Could you copy every line of the data that contains "close"?

#### MATERIAL SHOWN
------
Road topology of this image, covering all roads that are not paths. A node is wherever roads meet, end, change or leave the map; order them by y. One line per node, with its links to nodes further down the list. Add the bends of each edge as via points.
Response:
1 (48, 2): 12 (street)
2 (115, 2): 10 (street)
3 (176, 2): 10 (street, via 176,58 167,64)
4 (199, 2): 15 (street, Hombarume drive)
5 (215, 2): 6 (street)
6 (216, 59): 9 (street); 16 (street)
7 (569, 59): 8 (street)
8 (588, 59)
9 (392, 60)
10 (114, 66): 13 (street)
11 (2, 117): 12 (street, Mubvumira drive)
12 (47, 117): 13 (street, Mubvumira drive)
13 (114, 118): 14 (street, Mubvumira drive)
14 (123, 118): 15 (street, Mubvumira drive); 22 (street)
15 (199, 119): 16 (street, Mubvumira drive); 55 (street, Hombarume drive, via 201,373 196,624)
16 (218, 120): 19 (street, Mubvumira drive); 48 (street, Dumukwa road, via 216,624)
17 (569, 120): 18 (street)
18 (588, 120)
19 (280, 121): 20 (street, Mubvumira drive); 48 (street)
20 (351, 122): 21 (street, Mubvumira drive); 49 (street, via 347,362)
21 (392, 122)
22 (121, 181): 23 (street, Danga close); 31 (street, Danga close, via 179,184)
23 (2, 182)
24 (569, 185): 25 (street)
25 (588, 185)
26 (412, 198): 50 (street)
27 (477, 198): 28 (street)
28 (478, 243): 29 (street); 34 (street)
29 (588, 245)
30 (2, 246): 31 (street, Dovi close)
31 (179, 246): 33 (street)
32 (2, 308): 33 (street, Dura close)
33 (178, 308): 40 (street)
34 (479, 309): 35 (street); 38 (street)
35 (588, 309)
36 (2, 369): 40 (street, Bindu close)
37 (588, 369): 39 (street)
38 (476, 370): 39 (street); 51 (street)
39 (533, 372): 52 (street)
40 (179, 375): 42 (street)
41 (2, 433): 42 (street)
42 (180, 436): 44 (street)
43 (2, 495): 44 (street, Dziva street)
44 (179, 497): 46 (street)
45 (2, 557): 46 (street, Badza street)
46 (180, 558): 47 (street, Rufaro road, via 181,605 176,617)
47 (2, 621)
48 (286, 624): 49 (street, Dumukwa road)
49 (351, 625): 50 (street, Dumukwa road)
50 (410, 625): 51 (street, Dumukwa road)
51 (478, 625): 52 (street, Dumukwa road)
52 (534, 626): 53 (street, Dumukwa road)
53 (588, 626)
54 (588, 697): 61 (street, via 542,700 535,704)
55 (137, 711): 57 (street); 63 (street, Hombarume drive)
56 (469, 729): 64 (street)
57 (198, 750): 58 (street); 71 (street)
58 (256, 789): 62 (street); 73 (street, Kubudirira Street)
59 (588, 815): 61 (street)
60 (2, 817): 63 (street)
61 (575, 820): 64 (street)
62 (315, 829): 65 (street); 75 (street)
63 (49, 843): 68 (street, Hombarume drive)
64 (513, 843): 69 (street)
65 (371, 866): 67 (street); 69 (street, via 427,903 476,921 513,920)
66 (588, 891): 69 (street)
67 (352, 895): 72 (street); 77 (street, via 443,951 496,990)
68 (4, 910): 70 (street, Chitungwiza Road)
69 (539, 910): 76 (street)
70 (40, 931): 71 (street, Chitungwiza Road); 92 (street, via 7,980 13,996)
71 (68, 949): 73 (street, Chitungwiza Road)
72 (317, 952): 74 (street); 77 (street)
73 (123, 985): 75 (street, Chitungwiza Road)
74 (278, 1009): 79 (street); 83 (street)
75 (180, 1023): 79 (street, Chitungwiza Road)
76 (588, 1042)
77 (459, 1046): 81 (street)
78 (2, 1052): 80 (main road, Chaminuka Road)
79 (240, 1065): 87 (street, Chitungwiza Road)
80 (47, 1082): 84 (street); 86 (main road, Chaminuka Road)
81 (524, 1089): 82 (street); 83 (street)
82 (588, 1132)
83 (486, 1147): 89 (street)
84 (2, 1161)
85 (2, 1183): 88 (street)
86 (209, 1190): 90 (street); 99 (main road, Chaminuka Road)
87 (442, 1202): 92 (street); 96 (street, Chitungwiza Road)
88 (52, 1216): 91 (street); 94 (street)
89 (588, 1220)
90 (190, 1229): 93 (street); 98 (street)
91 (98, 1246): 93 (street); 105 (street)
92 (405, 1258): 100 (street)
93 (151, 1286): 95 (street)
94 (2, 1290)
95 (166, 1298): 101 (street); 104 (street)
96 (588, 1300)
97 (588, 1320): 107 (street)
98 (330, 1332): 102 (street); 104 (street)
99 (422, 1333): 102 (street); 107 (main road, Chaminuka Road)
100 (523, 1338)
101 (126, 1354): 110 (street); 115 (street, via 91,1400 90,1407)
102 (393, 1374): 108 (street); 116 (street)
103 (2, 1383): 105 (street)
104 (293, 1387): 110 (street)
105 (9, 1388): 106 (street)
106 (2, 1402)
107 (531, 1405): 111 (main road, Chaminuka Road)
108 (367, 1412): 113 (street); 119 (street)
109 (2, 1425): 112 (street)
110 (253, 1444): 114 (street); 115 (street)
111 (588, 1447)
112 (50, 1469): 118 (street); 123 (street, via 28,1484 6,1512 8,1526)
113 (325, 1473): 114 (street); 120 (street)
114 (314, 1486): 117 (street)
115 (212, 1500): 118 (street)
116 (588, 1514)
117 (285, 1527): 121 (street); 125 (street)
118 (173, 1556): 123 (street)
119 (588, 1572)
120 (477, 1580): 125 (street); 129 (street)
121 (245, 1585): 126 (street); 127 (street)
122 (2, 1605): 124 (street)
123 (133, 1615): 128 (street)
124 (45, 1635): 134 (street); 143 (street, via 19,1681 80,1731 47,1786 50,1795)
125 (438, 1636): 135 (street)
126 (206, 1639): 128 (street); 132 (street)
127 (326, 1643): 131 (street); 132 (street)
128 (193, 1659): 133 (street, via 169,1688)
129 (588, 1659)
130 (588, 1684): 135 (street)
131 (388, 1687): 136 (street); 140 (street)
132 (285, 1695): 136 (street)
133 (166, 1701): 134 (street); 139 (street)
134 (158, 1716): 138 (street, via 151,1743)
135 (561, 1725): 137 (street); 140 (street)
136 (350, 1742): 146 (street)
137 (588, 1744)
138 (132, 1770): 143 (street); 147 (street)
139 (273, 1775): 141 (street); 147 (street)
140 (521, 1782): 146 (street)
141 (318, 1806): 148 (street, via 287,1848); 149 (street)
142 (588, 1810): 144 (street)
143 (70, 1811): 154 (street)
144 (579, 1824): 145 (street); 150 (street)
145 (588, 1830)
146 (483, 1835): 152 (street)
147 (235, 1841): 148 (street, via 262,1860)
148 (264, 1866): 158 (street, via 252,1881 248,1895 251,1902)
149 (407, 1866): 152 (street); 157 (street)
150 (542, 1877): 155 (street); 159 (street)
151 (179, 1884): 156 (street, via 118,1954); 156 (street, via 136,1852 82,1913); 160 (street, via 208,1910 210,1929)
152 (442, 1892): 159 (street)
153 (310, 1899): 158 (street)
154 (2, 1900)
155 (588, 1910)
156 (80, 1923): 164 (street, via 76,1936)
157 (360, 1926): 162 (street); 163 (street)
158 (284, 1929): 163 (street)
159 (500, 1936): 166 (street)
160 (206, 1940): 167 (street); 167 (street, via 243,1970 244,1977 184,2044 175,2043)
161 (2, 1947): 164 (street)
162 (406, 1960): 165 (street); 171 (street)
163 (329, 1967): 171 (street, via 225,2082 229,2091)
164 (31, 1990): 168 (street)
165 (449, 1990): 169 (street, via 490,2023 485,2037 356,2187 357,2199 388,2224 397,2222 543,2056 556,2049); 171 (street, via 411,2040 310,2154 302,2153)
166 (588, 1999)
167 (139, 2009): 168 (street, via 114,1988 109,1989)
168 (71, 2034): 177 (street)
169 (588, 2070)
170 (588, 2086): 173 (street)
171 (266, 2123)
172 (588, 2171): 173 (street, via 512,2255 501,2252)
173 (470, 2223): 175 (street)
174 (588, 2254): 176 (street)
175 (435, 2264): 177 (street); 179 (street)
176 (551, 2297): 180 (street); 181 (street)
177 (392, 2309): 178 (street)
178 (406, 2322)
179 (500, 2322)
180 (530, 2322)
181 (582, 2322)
------
#### RESPONSE TO THE EXERCISE
22 (121, 181): 23 (street, Danga close); 31 (street, Danga close, via 179,184)
30 (2, 246): 31 (street, Dovi close)
32 (2, 308): 33 (street, Dura close)
36 (2, 369): 40 (street, Bindu close)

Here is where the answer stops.